Evans believes students need to be inspired, encouraged, and pushed to do more than they think they can. She cites an example of a student she had in two classes who struggled a lot and spent many days with her after school. At the end of the year he came back to apologize to her. He said in the beginning he saw that she was black and thought she was a pain. However, because she refused to give up on him and continued to encourage him — now he realizes that he was the issue and she had given him the tools to be successful.

“It’s important for every student to know: Yes, you are going to make mistakes. None of us are perfect, but that doesn’t mean you are a bad person. How can I address these mistakes and make life better for myself and those around me?” she says.

Kalles teacher Jeanna Kooser, who worked with her for many years, recalls Evans really believed and lived the credo that she was there to serve. “Even if a student was not being particularly receptive towards her, she refused to give up. She tempered this belief by additionally refusing to let a student bring less than his/her best,” says Kooser.

Dessie was the ultimate professional. She simply refused to engage in behavior that she deemed unproductive. People tended to sit up a bit straighter around her,” says Kooser.

Former student and Puyallup’s Chief Instructional Leadership Officer, Vince Pecchia, recalls Evans as, “A teacher who was kind, supportive, and showed a genuine care for all students. She made learning fun and created a safe environment for all students. Mrs. Evans is an amazing teacher who values and cares for all students.”

“She epitomizes everything good about being a good human being and an excellent educator. She never was complacent and was hungry to learn more. More importantly, she treated everyone with a genuine heart. You will find no one more deserving.”
Chief Operations Officer Mario Casello (Former Kalles Principal)
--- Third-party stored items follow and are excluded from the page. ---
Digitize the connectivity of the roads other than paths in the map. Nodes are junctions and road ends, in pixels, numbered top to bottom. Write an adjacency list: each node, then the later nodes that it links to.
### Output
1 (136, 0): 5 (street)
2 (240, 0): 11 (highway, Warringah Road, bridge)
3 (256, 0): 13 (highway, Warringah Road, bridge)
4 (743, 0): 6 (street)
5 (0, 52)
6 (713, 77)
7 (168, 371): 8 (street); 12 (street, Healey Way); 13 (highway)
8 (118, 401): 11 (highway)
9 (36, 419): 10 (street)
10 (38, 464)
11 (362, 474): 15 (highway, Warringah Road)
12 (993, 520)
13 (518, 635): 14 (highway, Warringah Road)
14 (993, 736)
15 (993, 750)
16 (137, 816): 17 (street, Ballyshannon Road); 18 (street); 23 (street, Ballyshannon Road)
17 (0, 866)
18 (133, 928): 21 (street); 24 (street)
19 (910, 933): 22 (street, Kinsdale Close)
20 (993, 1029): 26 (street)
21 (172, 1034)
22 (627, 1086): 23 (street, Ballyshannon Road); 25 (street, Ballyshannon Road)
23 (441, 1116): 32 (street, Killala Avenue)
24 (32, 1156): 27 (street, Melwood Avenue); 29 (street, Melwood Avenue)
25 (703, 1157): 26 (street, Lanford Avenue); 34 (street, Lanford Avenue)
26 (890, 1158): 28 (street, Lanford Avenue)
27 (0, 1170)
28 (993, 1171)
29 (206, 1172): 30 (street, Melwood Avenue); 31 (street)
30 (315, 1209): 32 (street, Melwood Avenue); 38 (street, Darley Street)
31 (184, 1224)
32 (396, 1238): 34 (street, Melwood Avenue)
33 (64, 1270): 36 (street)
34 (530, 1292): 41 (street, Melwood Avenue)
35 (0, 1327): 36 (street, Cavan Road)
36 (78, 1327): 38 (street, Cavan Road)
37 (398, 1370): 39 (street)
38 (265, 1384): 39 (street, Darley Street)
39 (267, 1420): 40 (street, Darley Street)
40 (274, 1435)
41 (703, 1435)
Message to staff and students
Dessie Evans expresses her gratitude to everyone who had a hand in naming the school after her. “People have been wonderful. My family and friends are very excited. My former colleagues have contacted me, and people stop me in the street in my neighborhood. I am very grateful and honored,” says Evans.

As the namesake for Dessie F. Evans Elementary, her desire is that the school represents a culture of respect for all people regardless, of race, nationality, ability, height, weight, or anything that would be considered negative by society.

“I want each one of them to know that he or she is special and be treated as an individual. I want people to remember that you can never raise yourself by lowering others. Our job is to build one another up. I also think it’s important to work hard and do your best. That’s my message to the students.”

Dessie F. Evans Elementary
Puyallup School District’s newest elementary is currently under construction and scheduled to open in the fall of 2019. Located in the southwest corner of the district at 7911 144th St. E., the two-story building will sit on 16.7 acres. It will be one of the largest elementary schools in Washington, with the capacity to serve 1,080 students. The school has a unique zigzag design and incorporates nature as a learning tool — both indoors and out.

Principal Kevin Hampton and Assistant Principal Kris Diamond attended the School Board Meeting on April 2, 2018 when the new elementary was named after Evans. Both Hampton and Diamond know Evans as they have worked with her at Kalles in the past.